[Dossier] Il y a trois ans, l'épidémie du virus Ebola débutait en Guinée
Cela fait trois ans que l’épidémie d’Ebola se déclenchait près de Guéckédou, dans le sud-est de la Guinée Conakry. C’était la première fois que ce virus, découvert en 1976 en RDC, faisait son apparition en Afrique de l’Ouest. Ses flambées s’étaient jusqu’à présent circonscrites dans des zones rurales d’Afrique Centrale. Mais cette fois-là, l’épidémie prenait une ampleur inédite, faisant plus de 11 300 morts dans dix pays différents, principalement la Guinée, le Liberia et la Sierra Leone. Aujourd’hui terminée, elle laisse derrière elle des pays très touchés aux niveaux sanitaire, économique et psychologique.
L’épidémie commence timidement. Quelques cas dans une zone rurale de Guinée fin 2013. Un vétérinaire se souvient du début de la crise : « Le premier cas est en décembre 2013. C’est un enfant de deux ans, qui s’appelait Emile Ouamouno. Il présentait les symptômes du palu, donc les gens ont pensé que c’était le paludisme. L’enfant est décédé. Et deux jours après, sa maman, qui était en grossesse de six mois, avorte. Les matrones qui ont assisté à l’avortement de cette femme, également décédée au poste de santé, ont trouvé la mort dix jours après. »
Trois mois plus tard, le virus est identifié. Le virus Ebola a déjà fait 67 morts et se propage au Liberia fin mars 2014, puis à la Sierra Leone en mai. L’épidémie se répand comme un feu de brousse. C’est la panique face à ce virus que personne n’a jamais vu dans la région.
Fin juillet, l’organisation MSF, qui jusqu’au bout restera en première ligne du combat, parle d’un phénomène « sans précédent et hors de contrôle ». Le vétérinaire qui a vu naître l’épidémie en Guinée forestière se rappelle qu’« à l’époque, personne ne connaissait les mesures de précaution : l’alcool, les gants, etc. Donc les gens mouraient et puis on continuait à enterrer les morts, les malades… Le système de défense n’était pas là. »
Mesures d’exception
Des malades sont enfermés chez eux par leurs proches. D’autres meurent dans la rue. Dépassés, les soignants se font infecter ou fuient. Les systèmes de santé, déjà fragiles, s’écroulent. Le manque d’hygiène, ajouté à des funérailles hautement contagieuses, ne fait qu’empirer les choses. Des mesures d’exception sont alors prises : état d’urgence, confinement, crémations obligatoires, fermeture des frontières.

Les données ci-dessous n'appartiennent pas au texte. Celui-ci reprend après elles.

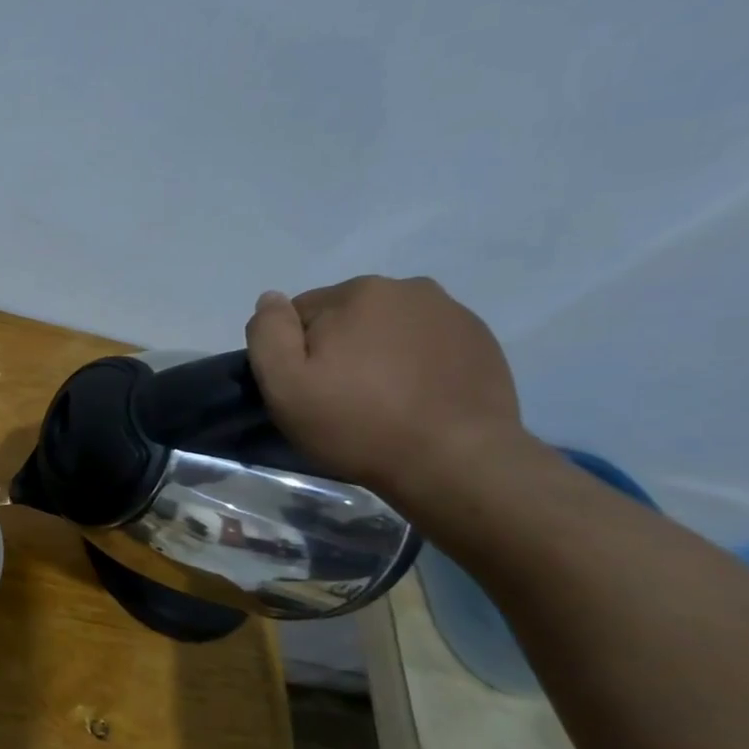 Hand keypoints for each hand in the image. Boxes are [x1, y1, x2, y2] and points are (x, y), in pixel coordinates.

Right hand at [244, 276, 531, 502]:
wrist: (455, 461)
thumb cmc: (358, 424)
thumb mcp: (285, 385)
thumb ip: (268, 334)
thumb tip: (270, 300)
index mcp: (356, 292)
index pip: (300, 313)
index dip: (295, 353)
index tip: (307, 388)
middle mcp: (407, 287)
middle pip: (347, 316)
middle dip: (338, 348)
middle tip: (342, 397)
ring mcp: (451, 312)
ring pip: (388, 328)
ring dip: (377, 353)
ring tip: (383, 400)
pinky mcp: (480, 340)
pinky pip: (426, 343)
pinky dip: (415, 363)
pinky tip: (416, 398) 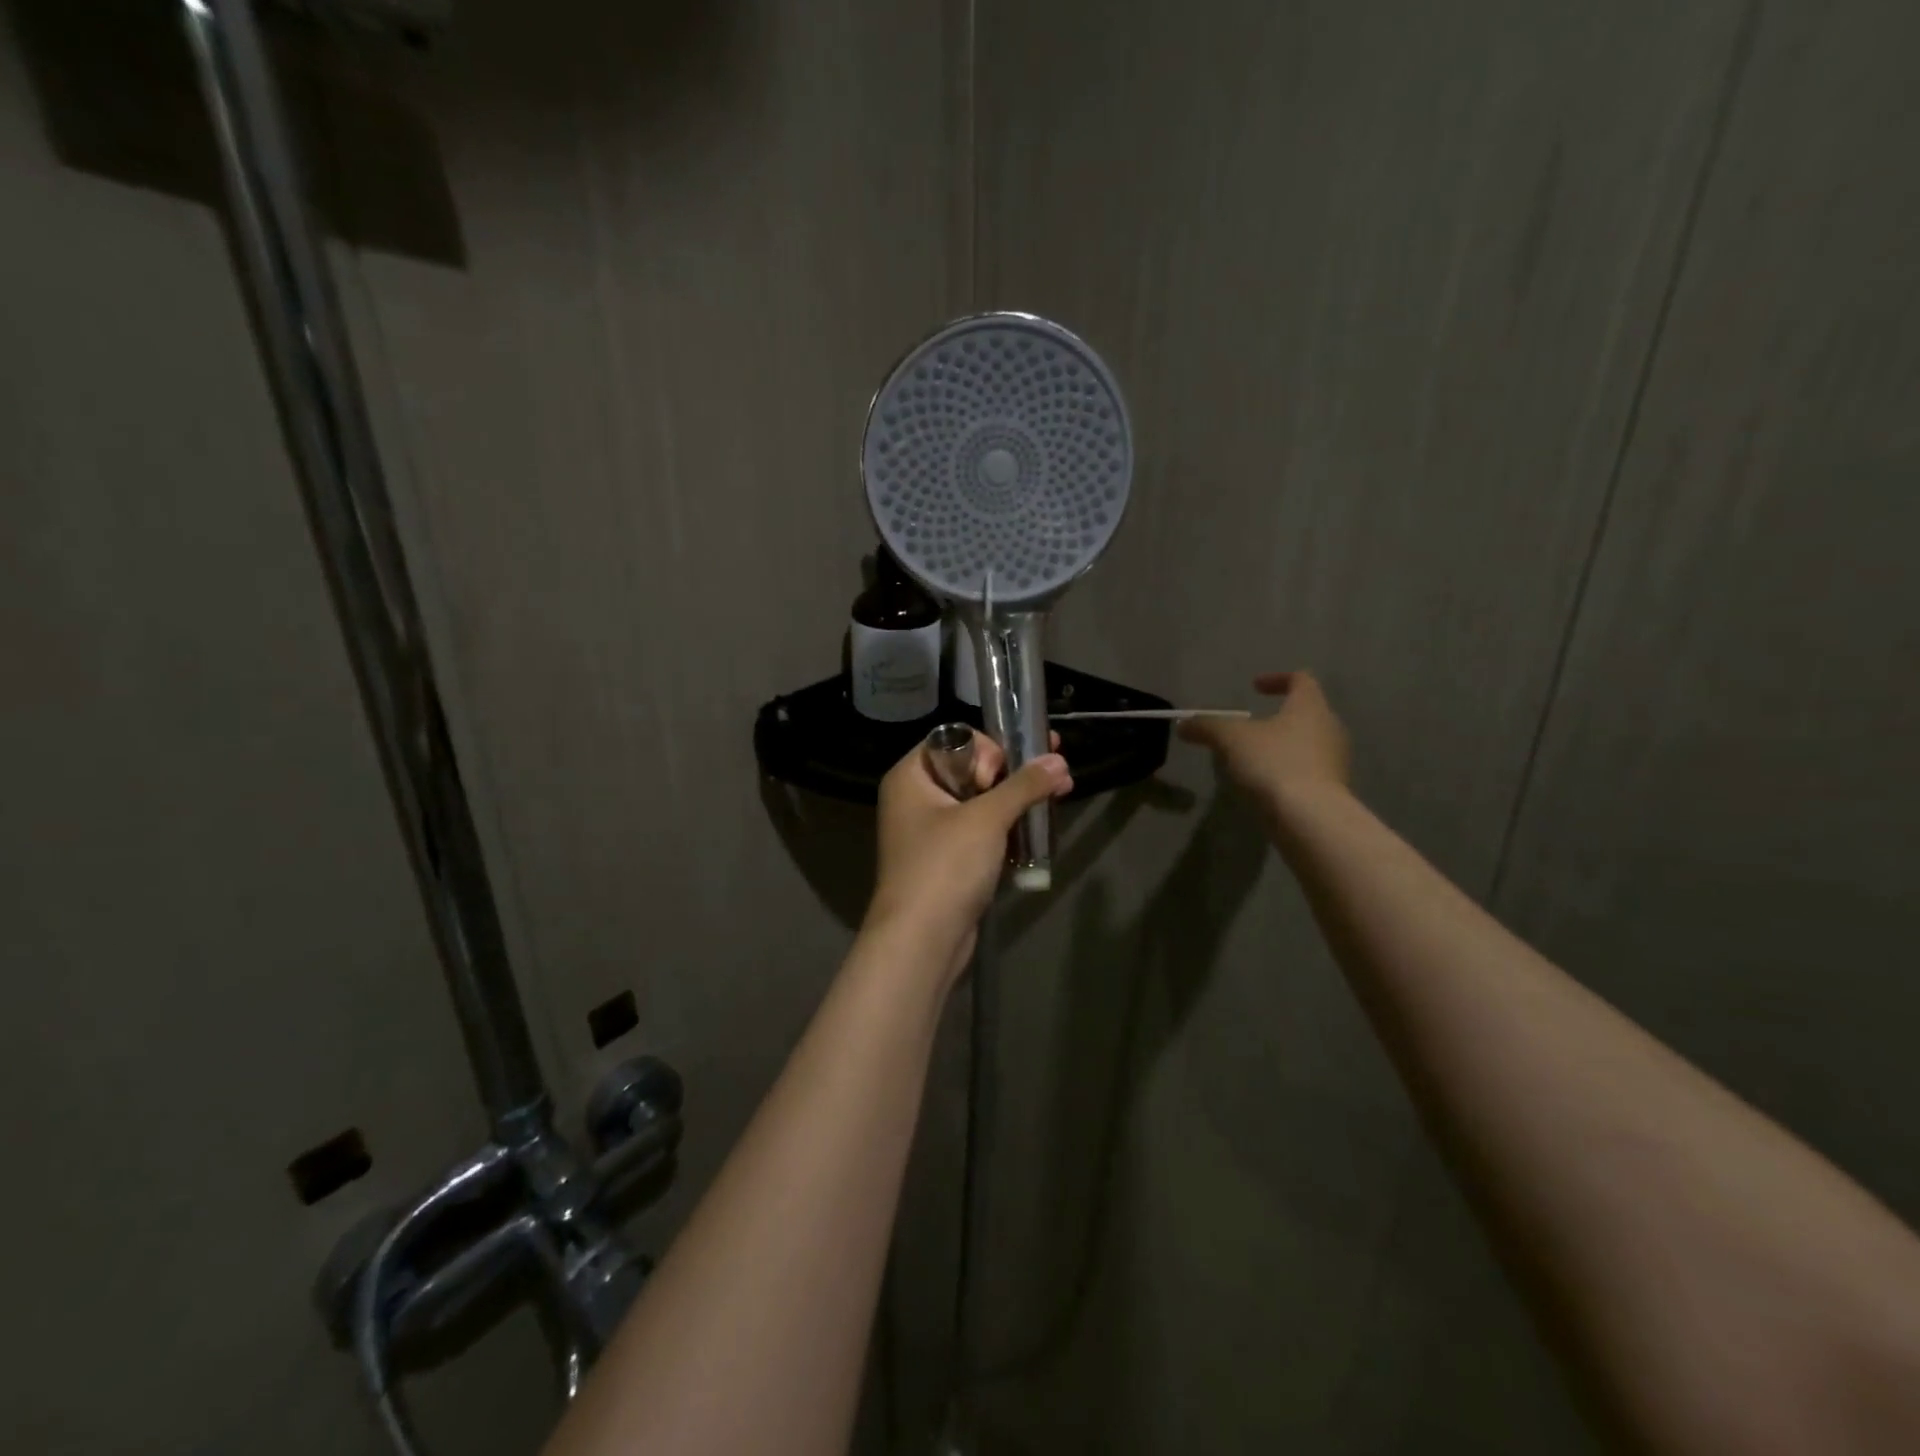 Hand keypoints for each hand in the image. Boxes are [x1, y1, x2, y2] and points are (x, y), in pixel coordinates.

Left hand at [864, 729, 1072, 982]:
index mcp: (911, 776)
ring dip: (1016, 800)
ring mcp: (931, 832)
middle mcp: (916, 798)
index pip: (954, 740)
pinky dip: (1007, 829)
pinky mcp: (948, 861)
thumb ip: (1024, 785)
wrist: (921, 941)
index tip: (1006, 772)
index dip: (987, 749)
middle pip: (971, 769)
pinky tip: (1040, 827)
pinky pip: (981, 832)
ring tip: (1058, 793)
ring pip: (980, 803)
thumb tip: (1059, 760)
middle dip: (1013, 772)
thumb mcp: (987, 818)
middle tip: (1054, 772)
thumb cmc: (945, 866)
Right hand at [1178, 671, 1349, 806]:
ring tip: (1252, 759)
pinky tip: (1265, 785)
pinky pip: (1309, 771)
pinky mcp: (1333, 790)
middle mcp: (1330, 728)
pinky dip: (1288, 771)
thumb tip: (1183, 724)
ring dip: (1282, 746)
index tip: (1254, 687)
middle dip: (1278, 717)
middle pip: (1307, 712)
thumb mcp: (1230, 739)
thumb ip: (1207, 726)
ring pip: (1308, 744)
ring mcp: (1336, 761)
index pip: (1301, 679)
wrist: (1311, 817)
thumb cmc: (1273, 763)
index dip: (1277, 678)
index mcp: (1310, 707)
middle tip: (1250, 727) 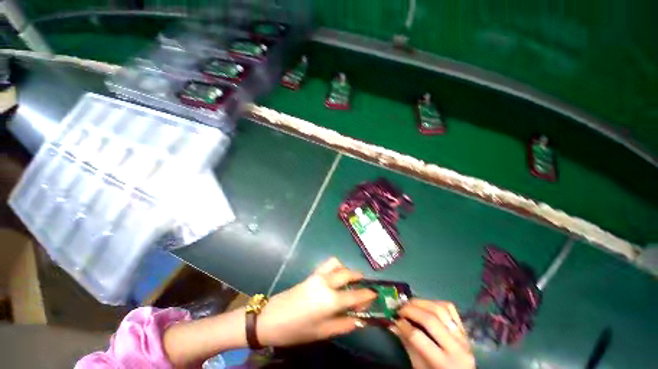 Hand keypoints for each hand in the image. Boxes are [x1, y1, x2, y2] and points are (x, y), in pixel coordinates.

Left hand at [257, 257, 376, 346]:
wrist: (271, 318)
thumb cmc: (297, 330)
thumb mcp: (322, 332)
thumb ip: (343, 324)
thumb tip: (359, 320)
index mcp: (330, 300)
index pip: (355, 296)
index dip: (367, 295)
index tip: (375, 295)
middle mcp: (327, 283)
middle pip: (348, 274)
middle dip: (359, 277)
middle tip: (363, 286)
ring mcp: (318, 275)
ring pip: (337, 264)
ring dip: (346, 270)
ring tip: (348, 281)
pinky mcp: (312, 274)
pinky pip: (328, 265)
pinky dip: (336, 267)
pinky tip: (335, 278)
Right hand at [391, 299, 474, 368]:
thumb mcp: (419, 367)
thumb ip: (408, 344)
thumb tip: (393, 324)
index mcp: (444, 363)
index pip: (419, 337)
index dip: (404, 326)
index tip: (395, 320)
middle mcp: (457, 348)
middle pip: (430, 320)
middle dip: (411, 310)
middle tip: (400, 309)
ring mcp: (463, 337)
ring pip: (440, 310)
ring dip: (421, 303)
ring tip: (410, 304)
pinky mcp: (464, 329)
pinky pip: (450, 309)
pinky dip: (435, 303)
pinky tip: (425, 305) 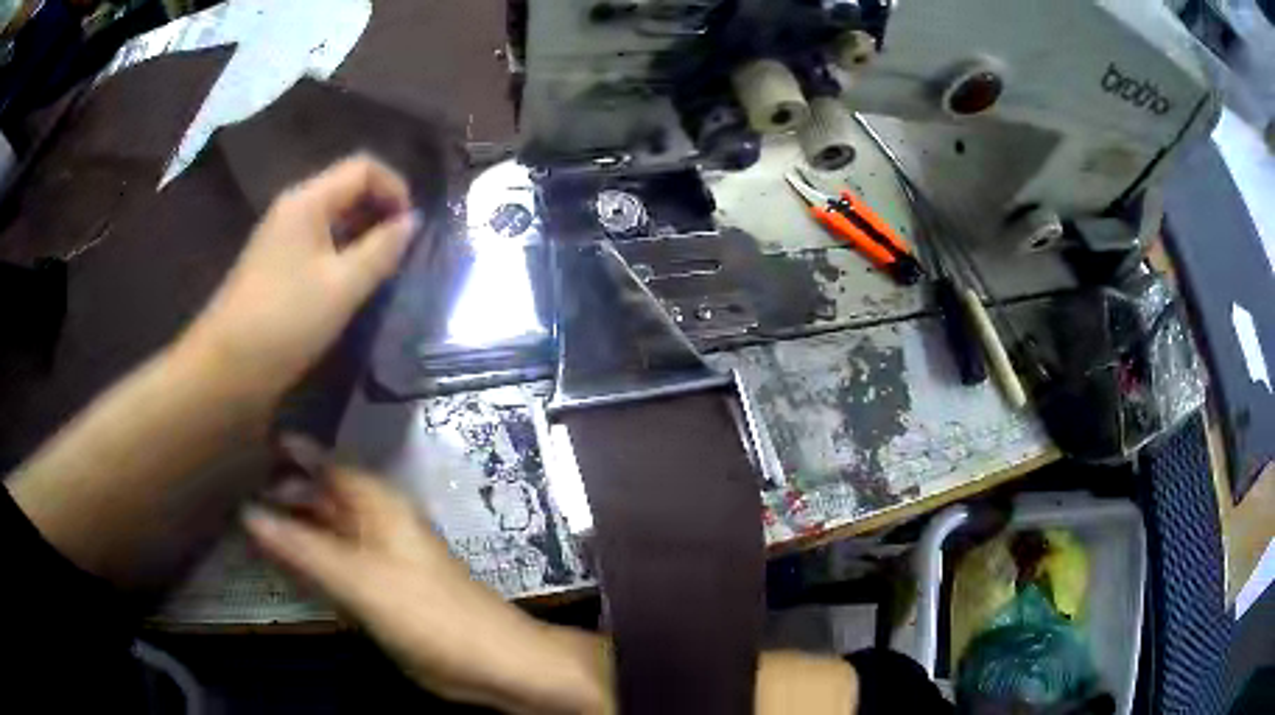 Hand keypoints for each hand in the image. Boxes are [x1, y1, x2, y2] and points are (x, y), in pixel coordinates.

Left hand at [181, 154, 416, 399]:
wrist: (227, 368)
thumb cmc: (286, 321)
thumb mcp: (343, 285)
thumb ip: (382, 249)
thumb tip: (412, 222)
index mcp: (308, 200)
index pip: (363, 168)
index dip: (395, 188)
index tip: (412, 228)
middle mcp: (293, 208)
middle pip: (347, 189)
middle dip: (380, 212)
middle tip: (402, 251)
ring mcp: (281, 238)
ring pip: (333, 219)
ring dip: (363, 235)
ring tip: (383, 270)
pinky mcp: (276, 266)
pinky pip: (318, 244)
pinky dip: (342, 254)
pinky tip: (351, 285)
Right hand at [244, 464, 610, 713]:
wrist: (483, 660)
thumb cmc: (423, 610)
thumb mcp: (356, 577)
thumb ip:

Le 8 août 2014, l’OMS décrète une « urgence de santé publique mondiale » et demande une « réponse internationale ». Beaucoup trop tard disent les experts. L’aide internationale se déploie en masse alors que les premiers morts sont enregistrés en Europe et aux Etats-Unis. Des traitements expérimentaux sont également testés et fin 2014, la décrue commence.
Si quelques flambées sont enregistrées régulièrement, la tendance continuera jusqu’à la fin de l’épidémie. Il y a quelques jours, un vaccin d’origine canadienne a été déclaré « jusqu’à 100% efficace » contre le virus.
Les survivants face à la discrimination
Sur 28 000 cas déclarés, 11 000 sont décédés. Alors que fin mars 2016, l’Organisation mondiale de la santé annonce que la flambée Ebola ne constitue plus une urgence de santé publique, que sont devenus les survivants ?
A Donka, l’un des principaux hôpitaux publics du pays, les tentes du centre de traitement Ebola ne sont plus fonctionnelles. Il y a deux ans, Ibrahima Savané a passé une semaine dans ce CTE. Il fait partie des premiers guéris d’Ebola.
« Il y avait beaucoup de gens qui évitaient la famille. Même ceux qui venaient puiser de l’eau chez nous. On a vécu tout ça. On a même vu des voisins qui fermaient leurs fenêtres, se souvient-il. Mais au fil du temps, le peu de personnes qui osaient venir vers nous, on leur expliquait. Ils relayaient l’information au niveau de la communauté et, petit à petit, la stigmatisation a diminué. »
« C’est pas facile, mais la vie continue »
Aujourd’hui, l’épidémie est officiellement terminée depuis plus de six mois. Alors que certains ont tout perdu, d’autres ont repris leur place et leur activité, mais non sans difficulté. Abdoulaye Touré, stagiaire en médecine, raconte que son retour à une vie normale a été très compliqué.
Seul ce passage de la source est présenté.